THE SECURITIES ACT OF 1933

 

 

BCD Semiconductor Manufacturing Limited

(Exact name of Registrant as specified in its charter)

 

 

 

Cayman Islands   Not Applicable

(State or other jurisdiction of

incorporation or organization)

 

(I.R.S. Employer

Identification Number)

No. 1600, ZiXing Road

Shanghai ZiZhu Science-based Industrial Park

200241

People’s Republic of China

Telephone: (+86-21) 2416-2266

(Address of principal executive offices, including zip code)

 

 

BCD Semiconductor Manufacturing Limited Fifth Amended and Restated 2002 Share Plan and

BCD Semiconductor Manufacturing Limited 2010 Equity Incentive Plan

(Full titles of the plans)

 

 

National Corporate Research, Ltd.

10 East 40th Street, 10th Floor

New York, New York 10016

(212) 947-7200

(Name, address and telephone number, including area code, of agent for service)

 

 

Copy to:

Carmen Chang, Esq.

Eva H. Wang, Esq.

Covington & Burling LLP

333 Twin Dolphin Drive, Suite 700

Redwood Shores, CA 94065

(650) 632-4700

 

 

Indicate by check mark whether the registrant is a large accelerated filer, an accelerated filer, a non-accelerated filer, or a small reporting company.
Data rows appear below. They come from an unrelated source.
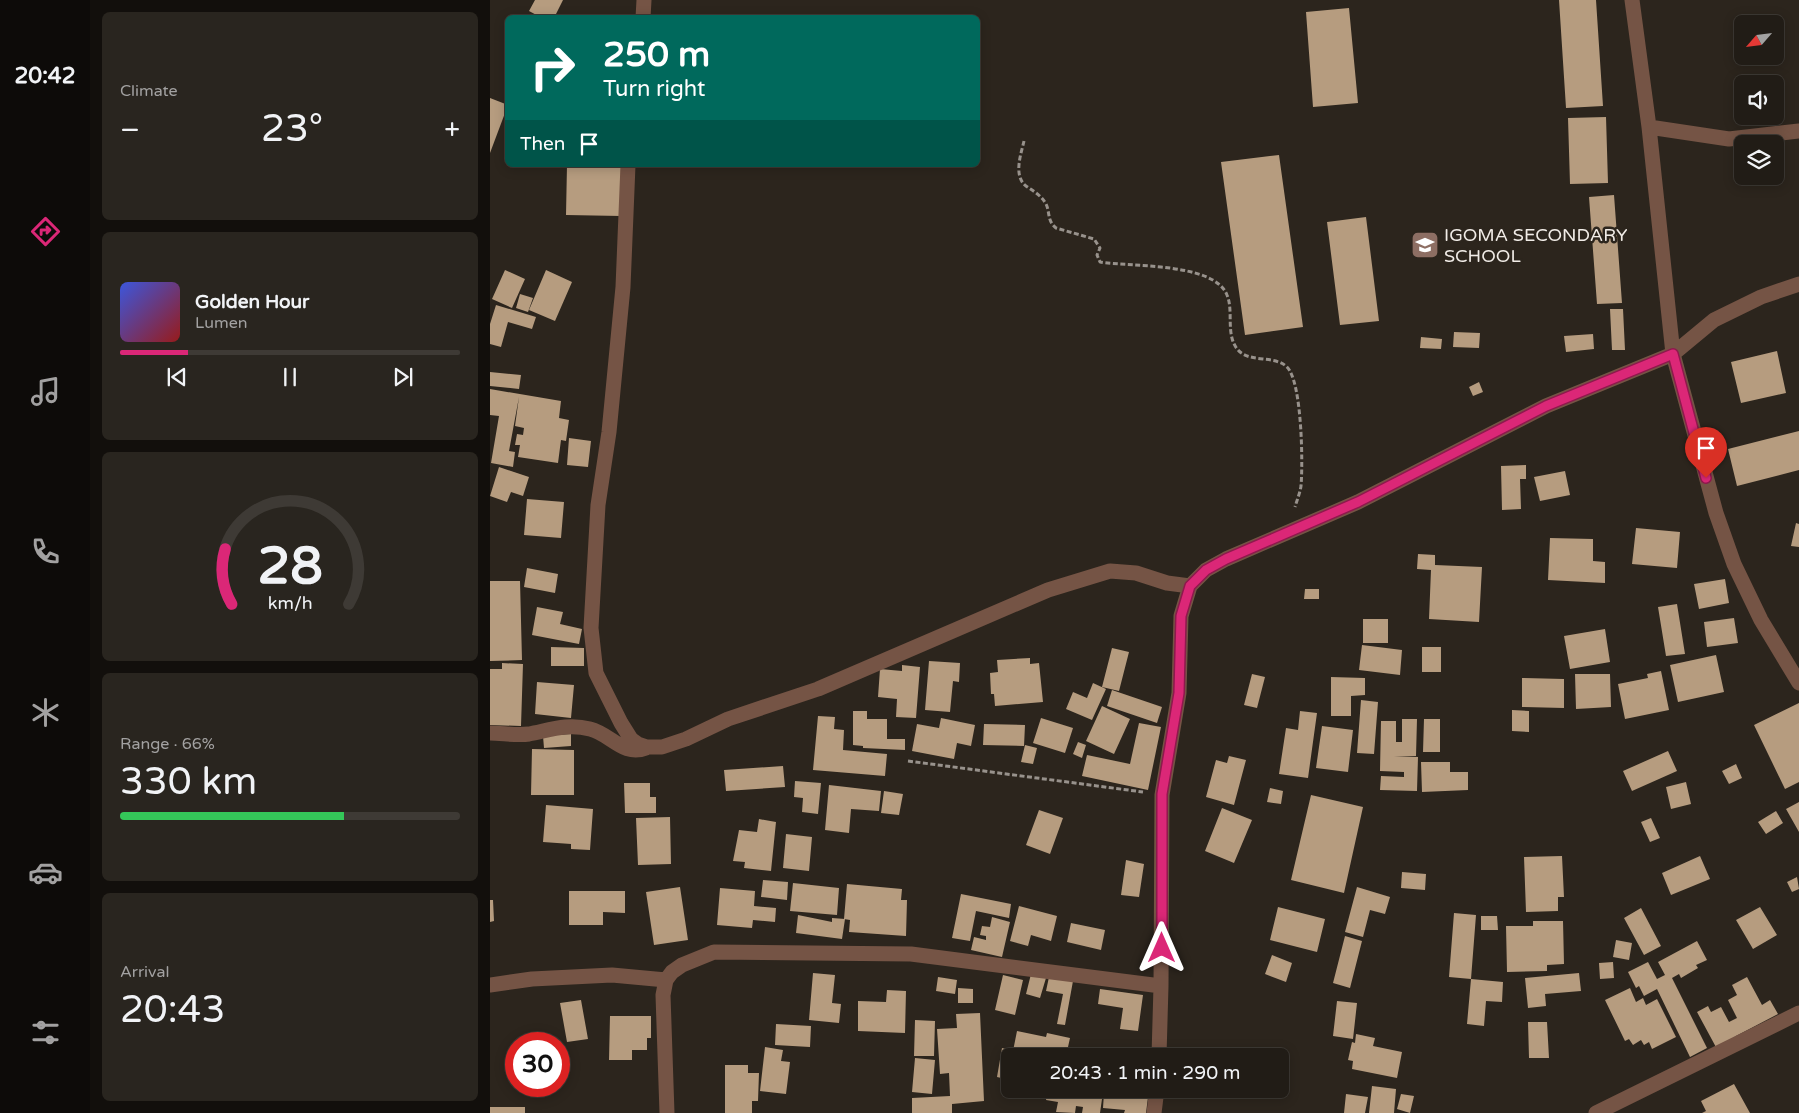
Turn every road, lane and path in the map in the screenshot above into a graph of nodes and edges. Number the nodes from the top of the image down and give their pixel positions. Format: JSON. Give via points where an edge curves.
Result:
{"nodes":[{"id":1,"x":644,"y":0,"type":"edge"},
{"id":2,"x":1632,"y":0,"type":"edge"},
{"id":3,"x":643,"y":15,"type":"edge"},
{"id":4,"x":1649,"y":128,"type":"junction"},
{"id":5,"x":1799,"y":132,"type":"edge"},
{"id":6,"x":1024,"y":141,"type":"dead end"},
{"id":7,"x":628,"y":167,"type":"edge"},
{"id":8,"x":1799,"y":284,"type":"edge"},
{"id":9,"x":1673,"y":354,"type":"junction"},
{"id":10,"x":1286,"y":534,"type":"junction"},
{"id":11,"x":1190,"y":586,"type":"junction"},
{"id":12,"x":1799,"y":683,"type":"edge"},
{"id":13,"x":490,"y":733,"type":"edge"},
{"id":14,"x":647,"y":747,"type":"junction"},
{"id":15,"x":908,"y":761,"type":"dead end"},
{"id":16,"x":1162,"y":794,"type":"junction"},
{"id":17,"x":666,"y":980,"type":"junction"},
{"id":18,"x":490,"y":984,"type":"edge"},
{"id":19,"x":1162,"y":986,"type":"junction"},
{"id":20,"x":1799,"y":1013,"type":"edge"},
{"id":21,"x":1159,"y":1048,"type":"edge"},
{"id":22,"x":1155,"y":1098,"type":"edge"},
{"id":23,"x":667,"y":1113,"type":"edge"},
{"id":24,"x":1154,"y":1113,"type":"edge"},
{"id":25,"x":1596,"y":1113,"type":"edge"}],
"edges":[{"from":1,"to":3,"type":"street"},
{"from":2,"to":4,"type":"street"},
{"from":4,"to":5,"type":"street","via":[[1729,139]]},
{"from":4,"to":9,"type":"street"},
{"from":6,"to":10,"type":"path","via":[[1019,175],[1023,184],[1042,198],[1051,224],[1094,239],[1100,248],[1097,255],[1100,262],[1173,266],[1218,285],[1228,296],[1237,348],[1244,355],[1285,365],[1291,372],[1300,418],[1301,487]]},
{"from":7,"to":14,"type":"street","via":[[623,287],[609,432],[598,505],[591,628],[596,673],[605,693],[632,738]]},
{"from":8,"to":9,"type":"street","via":[[1761,297],[1714,320]]},
{"from":9,"to":10,"type":"street","via":[[1546,406],[1358,502]]},
{"from":9,"to":12,"type":"street","via":[[1716,513],[1734,564],[1761,620]]},
{"from":10,"to":11,"type":"street","via":[[1226,559],[1206,570]]},
{"from":11,"to":14,"type":"street","via":[[1166,583],[1136,572],[1110,571],[1048,590],[818,689],[728,719],[686,739],[662,747]]},
{"from":11,"to":16,"type":"street","via":[[1181,616],[1179,693]]},
{"from":13,"to":14,"type":"street","via":[[528,734],[573,726],[592,729],[630,750]]},
{"from":15,"to":16,"type":"path"},
{"from":16,"to":19,"type":"street"},
{"from":17,"to":18,"type":"street","via":[[612,975]]},
{"from":17,"to":19,"type":"street","via":[[682,964],[714,952],[789,952],[911,954]]},
{"from":17,"to":23,"type":"street","via":[[663,995]]},
{"from":19,"to":21,"type":"street"},
{"from":20,"to":25,"type":"street"},
{"from":22,"to":24,"type":"street"}]}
See the definitions of “large accelerated filer,” “accelerated filer” and “smaller reporting company” in Rule 12b-2 of the Exchange Act.

 

Large accelerated filer   ¨    Accelerated filer   ¨
Non-accelerated filer   x   (Do not check if a smaller reporting company)    Smaller reporting company   ¨

 

 

 


DEREGISTRATION OF UNSOLD SECURITIES

This Post-Effective Amendment No. 1 (this “Amendment”) relates to the Registration Statement on Form S-8 (File No. 333-174462) (the “Registration Statement”) of BCD Semiconductor Manufacturing Limited (the “Registrant”), which was filed with the Securities and Exchange Commission (the “Commission”) on May 25, 2011, to register 29,636,764 ordinary shares, par value $0.001 per share, of the Registrant (the “Shares”) for offer or sale pursuant to the Registrant’s Fifth Amended and Restated 2002 Share Plan and 2010 Equity Incentive Plan.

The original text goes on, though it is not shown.